Злобно сверкая глазами Публия сняла пояс со своей талии. Это был крепкий плоский пояс, из белого материала из которого обычно плетут верёвки, вполне способный выдержать тяжёлый кошелёк, что она на нём носила. На теле он крепился посредством крючка и петельки, так что было достаточно лёгкого рывка за свисавший кончик, и ремень упал на пол за спиной девушки. Сердито посмотрев на меня, пленница подняла руки к вороту своего платья. Оказывается её одежда запахивалась на манер халата и держалась на теле только одном крючке вверху и за счёт пояса. Стоило девушке яростно дёрнуть ворот, как платье легко и быстро, нагло и изящно, обнажило её тело раскинувшись вокруг неё на полу.
— Ах, — восхищённо вздохнула Клодия.
Леди Публия, надо заметить довольная реакцией своей бывшей подопечной, выпрямила спину.
— Ты обратила внимание, что она могла сделать не вставая с колен? — спросил я Клодию. — Эта одежда специально для этого и разработана. Ты лучше меня знаешь насколько трудно выкарабкаться из общепринятых одежд сокрытия, особенно находясь на коленях.
— Она такая красивая, — совершенно не слыша меня пробормотала Клодия.
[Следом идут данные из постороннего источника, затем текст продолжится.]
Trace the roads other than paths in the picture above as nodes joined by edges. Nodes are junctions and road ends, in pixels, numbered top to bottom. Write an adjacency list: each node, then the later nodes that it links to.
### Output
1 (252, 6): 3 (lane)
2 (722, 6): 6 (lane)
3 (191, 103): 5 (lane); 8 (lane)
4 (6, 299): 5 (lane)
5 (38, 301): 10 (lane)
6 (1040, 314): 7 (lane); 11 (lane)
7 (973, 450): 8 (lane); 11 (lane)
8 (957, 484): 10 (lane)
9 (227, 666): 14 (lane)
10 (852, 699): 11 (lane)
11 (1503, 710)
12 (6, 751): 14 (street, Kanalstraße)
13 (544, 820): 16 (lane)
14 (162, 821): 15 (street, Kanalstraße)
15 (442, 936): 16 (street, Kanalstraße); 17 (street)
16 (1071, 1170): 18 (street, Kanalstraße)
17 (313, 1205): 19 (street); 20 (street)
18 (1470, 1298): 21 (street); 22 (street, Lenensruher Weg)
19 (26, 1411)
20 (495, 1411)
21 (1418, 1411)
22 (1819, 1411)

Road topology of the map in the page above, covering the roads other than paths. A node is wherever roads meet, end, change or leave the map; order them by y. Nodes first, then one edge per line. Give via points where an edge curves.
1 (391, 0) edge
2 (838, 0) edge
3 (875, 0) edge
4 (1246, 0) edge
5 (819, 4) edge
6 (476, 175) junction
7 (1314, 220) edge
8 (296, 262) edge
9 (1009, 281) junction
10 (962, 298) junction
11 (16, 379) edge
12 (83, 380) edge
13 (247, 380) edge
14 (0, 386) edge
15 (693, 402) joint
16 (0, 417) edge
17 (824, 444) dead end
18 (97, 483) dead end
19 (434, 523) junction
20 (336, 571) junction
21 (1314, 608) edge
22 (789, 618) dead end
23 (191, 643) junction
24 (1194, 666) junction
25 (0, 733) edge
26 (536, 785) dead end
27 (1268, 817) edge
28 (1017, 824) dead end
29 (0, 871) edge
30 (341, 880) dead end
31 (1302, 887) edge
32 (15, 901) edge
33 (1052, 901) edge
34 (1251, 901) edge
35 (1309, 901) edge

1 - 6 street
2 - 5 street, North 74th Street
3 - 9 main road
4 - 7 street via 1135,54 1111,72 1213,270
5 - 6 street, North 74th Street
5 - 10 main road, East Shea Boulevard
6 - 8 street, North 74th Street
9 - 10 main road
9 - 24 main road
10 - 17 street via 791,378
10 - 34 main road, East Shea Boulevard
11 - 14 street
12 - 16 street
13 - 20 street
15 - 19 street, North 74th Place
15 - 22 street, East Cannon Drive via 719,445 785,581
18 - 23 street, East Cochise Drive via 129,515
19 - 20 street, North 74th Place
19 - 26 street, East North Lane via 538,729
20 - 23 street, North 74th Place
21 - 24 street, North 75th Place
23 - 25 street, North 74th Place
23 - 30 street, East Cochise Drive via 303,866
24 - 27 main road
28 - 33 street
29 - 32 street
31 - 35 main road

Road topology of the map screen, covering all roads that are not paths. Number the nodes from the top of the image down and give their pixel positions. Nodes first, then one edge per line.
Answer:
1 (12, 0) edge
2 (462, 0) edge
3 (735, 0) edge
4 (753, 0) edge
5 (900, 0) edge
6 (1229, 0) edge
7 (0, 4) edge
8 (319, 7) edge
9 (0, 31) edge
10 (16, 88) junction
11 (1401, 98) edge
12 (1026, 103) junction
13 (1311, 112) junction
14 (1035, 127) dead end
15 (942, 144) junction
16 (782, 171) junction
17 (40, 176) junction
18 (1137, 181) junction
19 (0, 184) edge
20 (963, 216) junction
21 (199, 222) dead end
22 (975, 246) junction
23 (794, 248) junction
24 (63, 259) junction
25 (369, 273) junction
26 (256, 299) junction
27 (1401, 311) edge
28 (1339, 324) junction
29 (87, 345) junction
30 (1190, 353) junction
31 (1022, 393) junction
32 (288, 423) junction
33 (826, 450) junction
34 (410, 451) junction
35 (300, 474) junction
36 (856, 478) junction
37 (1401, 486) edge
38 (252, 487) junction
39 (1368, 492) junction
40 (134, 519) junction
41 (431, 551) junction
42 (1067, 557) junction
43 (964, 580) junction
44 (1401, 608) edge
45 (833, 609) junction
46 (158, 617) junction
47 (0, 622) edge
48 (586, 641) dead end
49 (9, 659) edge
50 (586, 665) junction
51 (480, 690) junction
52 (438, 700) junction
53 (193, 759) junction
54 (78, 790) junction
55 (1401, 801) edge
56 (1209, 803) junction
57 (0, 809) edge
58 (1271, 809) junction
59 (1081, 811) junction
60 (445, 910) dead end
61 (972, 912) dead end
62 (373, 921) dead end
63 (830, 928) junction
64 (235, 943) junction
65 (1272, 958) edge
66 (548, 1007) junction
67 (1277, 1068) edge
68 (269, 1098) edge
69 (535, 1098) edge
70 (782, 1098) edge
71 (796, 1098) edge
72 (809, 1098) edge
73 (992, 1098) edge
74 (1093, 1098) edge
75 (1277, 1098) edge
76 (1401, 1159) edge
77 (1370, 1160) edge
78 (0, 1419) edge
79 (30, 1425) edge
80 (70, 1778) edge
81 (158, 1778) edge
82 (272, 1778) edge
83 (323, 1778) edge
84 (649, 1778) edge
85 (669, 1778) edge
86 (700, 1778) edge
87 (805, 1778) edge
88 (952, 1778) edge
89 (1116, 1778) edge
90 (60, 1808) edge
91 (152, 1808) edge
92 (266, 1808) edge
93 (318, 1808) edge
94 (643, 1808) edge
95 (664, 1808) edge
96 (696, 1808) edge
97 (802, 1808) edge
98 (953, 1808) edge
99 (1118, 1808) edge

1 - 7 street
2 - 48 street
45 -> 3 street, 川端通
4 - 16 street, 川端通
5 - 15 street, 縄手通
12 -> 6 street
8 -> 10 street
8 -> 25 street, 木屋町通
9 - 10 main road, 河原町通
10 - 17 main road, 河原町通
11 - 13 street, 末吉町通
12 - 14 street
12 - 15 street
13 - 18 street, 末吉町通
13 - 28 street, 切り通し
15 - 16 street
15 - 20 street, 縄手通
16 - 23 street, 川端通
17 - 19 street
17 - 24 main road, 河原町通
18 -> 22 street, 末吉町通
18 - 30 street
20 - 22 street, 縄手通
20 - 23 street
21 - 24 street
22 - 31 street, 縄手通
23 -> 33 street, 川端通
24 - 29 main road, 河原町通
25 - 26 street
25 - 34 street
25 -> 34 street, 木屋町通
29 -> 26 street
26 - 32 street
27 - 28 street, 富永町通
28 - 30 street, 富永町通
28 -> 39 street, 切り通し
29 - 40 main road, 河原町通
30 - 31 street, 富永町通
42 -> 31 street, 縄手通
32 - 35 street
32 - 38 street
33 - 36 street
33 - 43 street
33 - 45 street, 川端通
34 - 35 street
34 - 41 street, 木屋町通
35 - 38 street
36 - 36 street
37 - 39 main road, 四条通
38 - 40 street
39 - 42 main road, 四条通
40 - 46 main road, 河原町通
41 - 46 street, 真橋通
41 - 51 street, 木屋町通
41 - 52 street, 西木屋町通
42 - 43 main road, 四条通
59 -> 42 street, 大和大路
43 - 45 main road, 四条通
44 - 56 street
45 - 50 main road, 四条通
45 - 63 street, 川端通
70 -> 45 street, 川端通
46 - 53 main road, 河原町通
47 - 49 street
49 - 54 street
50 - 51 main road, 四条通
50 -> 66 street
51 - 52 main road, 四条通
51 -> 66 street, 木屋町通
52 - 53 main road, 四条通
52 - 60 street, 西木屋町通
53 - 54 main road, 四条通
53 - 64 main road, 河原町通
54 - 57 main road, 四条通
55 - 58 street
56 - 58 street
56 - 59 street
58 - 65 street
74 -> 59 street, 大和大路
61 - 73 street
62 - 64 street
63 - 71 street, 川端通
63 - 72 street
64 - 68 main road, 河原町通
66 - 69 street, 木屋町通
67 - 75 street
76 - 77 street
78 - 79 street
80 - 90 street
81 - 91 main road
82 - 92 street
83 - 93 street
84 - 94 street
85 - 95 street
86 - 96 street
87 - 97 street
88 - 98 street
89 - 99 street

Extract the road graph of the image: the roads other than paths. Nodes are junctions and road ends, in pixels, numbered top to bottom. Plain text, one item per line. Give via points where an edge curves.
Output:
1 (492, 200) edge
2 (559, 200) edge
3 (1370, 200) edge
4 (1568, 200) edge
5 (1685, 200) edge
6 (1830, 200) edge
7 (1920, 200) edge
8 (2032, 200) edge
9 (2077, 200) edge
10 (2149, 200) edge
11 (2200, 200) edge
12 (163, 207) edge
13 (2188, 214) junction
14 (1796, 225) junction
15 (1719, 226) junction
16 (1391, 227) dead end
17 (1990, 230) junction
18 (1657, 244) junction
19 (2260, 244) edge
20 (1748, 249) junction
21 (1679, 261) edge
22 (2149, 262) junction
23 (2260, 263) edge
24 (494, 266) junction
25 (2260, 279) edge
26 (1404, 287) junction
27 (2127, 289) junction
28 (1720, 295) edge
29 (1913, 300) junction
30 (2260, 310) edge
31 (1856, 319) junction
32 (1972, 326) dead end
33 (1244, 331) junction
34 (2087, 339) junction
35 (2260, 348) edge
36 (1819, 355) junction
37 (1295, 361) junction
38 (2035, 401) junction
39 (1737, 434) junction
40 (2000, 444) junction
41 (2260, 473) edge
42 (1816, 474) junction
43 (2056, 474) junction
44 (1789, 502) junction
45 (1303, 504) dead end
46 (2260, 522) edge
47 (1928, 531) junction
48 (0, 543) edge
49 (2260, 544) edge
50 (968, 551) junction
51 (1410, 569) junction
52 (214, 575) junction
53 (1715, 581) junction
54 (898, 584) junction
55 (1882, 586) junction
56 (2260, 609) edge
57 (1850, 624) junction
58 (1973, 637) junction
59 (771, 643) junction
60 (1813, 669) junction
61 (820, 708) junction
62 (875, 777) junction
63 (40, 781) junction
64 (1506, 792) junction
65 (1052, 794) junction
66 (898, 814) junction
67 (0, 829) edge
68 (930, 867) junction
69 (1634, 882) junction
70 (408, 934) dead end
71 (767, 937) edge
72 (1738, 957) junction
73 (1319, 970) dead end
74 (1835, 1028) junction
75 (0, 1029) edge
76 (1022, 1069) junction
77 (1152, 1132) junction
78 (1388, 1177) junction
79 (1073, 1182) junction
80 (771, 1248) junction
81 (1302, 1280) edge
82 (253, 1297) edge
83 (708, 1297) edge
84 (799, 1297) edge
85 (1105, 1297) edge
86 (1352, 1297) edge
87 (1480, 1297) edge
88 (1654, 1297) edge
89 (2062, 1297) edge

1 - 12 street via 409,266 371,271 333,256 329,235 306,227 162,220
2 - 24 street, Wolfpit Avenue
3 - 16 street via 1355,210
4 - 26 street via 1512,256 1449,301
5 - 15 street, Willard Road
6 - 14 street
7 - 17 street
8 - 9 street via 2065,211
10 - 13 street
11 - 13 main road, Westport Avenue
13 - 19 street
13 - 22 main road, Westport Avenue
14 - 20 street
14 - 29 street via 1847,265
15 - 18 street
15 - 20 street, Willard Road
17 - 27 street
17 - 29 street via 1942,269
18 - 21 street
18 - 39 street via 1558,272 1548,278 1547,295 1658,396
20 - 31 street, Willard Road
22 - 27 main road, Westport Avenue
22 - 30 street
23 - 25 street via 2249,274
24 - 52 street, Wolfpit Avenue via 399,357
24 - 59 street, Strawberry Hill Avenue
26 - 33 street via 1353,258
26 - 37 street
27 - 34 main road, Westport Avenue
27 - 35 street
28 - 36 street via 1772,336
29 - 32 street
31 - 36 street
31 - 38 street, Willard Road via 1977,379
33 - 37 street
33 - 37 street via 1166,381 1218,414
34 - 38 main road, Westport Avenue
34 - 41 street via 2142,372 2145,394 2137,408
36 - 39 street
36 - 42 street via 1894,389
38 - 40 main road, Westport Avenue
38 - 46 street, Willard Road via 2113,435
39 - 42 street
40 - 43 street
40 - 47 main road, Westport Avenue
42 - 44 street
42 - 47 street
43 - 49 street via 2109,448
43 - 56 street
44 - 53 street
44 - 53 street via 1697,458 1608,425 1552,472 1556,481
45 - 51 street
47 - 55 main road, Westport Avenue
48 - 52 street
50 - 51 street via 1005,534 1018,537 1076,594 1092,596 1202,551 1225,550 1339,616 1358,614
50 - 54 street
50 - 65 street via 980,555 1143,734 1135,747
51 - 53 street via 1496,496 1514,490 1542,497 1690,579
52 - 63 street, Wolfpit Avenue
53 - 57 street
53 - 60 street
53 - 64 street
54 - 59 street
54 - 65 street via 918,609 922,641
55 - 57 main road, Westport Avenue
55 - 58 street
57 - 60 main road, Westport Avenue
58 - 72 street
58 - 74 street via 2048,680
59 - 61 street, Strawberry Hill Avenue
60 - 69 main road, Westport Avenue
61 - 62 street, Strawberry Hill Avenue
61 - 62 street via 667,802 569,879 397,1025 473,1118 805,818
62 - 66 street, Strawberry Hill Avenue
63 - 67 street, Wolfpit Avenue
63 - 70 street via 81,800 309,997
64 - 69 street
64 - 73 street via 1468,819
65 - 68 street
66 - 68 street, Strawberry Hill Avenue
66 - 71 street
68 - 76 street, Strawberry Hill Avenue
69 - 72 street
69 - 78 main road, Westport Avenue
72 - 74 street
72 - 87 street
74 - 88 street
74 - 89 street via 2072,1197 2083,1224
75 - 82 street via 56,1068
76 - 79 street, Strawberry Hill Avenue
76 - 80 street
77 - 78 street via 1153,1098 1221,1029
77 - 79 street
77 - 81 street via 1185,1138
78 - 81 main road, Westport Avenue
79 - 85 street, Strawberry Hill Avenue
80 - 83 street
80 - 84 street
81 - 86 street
— У тебя здорово получилось избавиться от одежды, Леди Публия, — усмехнулся я. — Теперь я уже не сомневаюсь, что Ты долго
тренировалась делать это. Однако мне кажется, что если бы я был косианцем, то Ты сделала бы это несколько менее нагло.— Несомненно, — подтвердила она мои подозрения.
— При других обстоятельствах, и если у нас было больше времени, то было бы интересно нарядить тебя рабский шёлк и поучить, как надо правильно раздеваться перед мужчиной.
Публия в раздражении вскинула голову.
— А какие фразы Ты планировала использовать для косианцев? — полюбопытствовал я.
— Не понимаю, о чём Вы говорите, — заявила она отвернувшись.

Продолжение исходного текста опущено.